None of this is to say that pay discrimination doesn’t exist and there is some evidence to suggest that, in some industries, even single women in their twenties are still paid less than their male peers. But the factors that contribute to the gender pay gap are overwhelmingly social. Like just about every other society in the world, we expect women to take most of the responsibility for looking after children. Much of the gender pay gap is due to the conflict between the requirements of a corporate career and those of childcare.
More needs to be done to address the gender pay gap but to blame employers for the pay disparity between men and women is a little unfair. The gender pay gap is due, largely, to the choices that men and women make about how they will balance the needs of their children with the need to earn enough money to support their lifestyles. Even in 2010, these choices are underpinned by deeply ingrained social attitudes. Forcing employers to publish data on gender pay gaps is unlikely to do much to solve the problem. Doing so implies that employers are to blame for pay inequalities. That might have been true thirty-five years ago but the causes of the gender pay gap are now largely due to factors outside their control.

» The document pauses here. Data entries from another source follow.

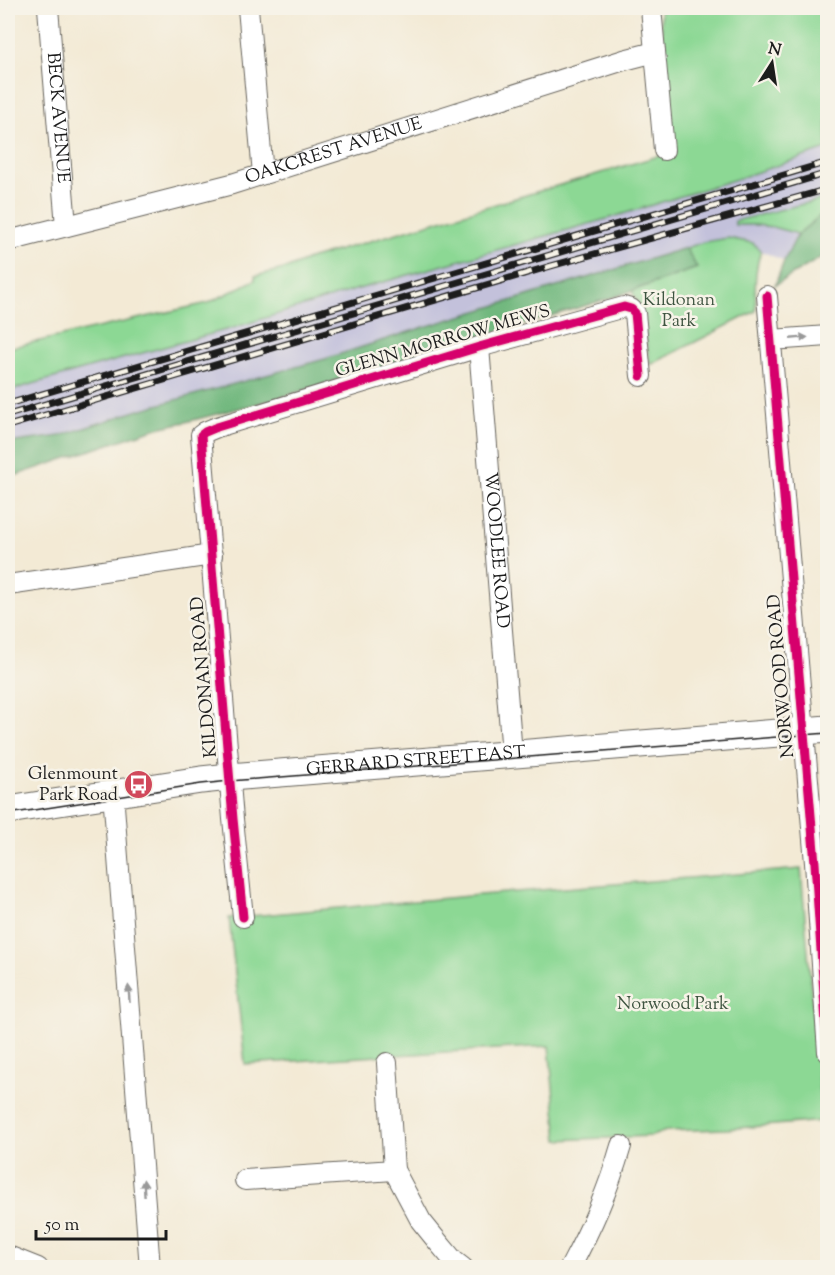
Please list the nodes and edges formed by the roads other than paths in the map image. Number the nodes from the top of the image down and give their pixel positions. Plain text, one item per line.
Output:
1 (48, 8) edge
2 (248, 8) edge
3 (651, 8) edge
4 (654, 52) junction
5 (664, 150) dead end
6 (263, 174) junction
7 (66, 226) junction
8 (8, 241) edge
9 (767, 296) dead end
10 (828, 336) edge
11 (771, 340) junction
12 (479, 347) junction
13 (641, 376) dead end
14 (201, 435) joint
15 (212, 555) junction
16 (8, 585) edge
17 (816, 730) edge
18 (512, 754) junction
19 (230, 777) junction
20 (113, 794) junction
21 (8, 810) edge
22 (243, 916) dead end
23 (828, 1052) edge
24 (387, 1063) dead end
25 (621, 1146) dead end
26 (394, 1170) junction
27 (245, 1180) dead end
28 (8, 1256) edge
29 (38, 1268) edge
30 (150, 1268) edge
31 (463, 1268) edge
32 (570, 1268) edge

1 - 7 street, BECK AVENUE
2 - 6 street
3 - 4 street
4 - 5 street
4 - 6 street, OAKCREST AVENUE
6 - 7 street, OAKCREST AVENUE
7 - 8 street, OAKCREST AVENUE
9 - 11 street, NORWOOD ROAD
11 -> 10 street
11 - 17 street, NORWOOD ROAD
12 - 13 street, GLENN MORROW MEWS
12 - 14 street, GLENN MORROW MEWS
12 - 18 street, WOODLEE ROAD
14 - 15 street, KILDONAN ROAD
15 - 16 street
15 - 19 street, KILDONAN ROAD
17 - 18 main road, GERRARD STREET EAST
17 - 23 street, NORWOOD ROAD
18 - 19 main road, GERRARD STREET EAST
19 - 20 main road, GERRARD STREET EAST
19 - 22 street, KILDONAN ROAD
20 - 21 main road, GERRARD STREET EAST
30 -> 20 street
24 - 26 street
25 - 32 street
26 - 27 street
26 - 31 street
28 - 29 street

Update: This report from Canada, entitled CAREER INTERRUPTED: The Economic Impact of Motherhood, has similar findings based on Canadian data:
Research shows that women that have never been married and/or are not mothers tend to have less conflicts in their career development, such that their wage gap with men is relatively small. The same holds for men and women at younger ages (18-24), when they are new entrants to the job market with similar skills, experience and education. The observed wage gap starts to widen noticeably as women enter the 25-34 age bracket, and then further in the 35-44 age bracket. This lends itself to the conclusion that the gender gap is actually more representative of a motherhood wage gap.
Interestingly, the authors also believe that female participation in the labour market has plateaued and they predict that the percentage of Canadian women in the workforce will decline by around ten percent between now and 2050. Irritatingly, they don’t really explain their reasons for that conclusion.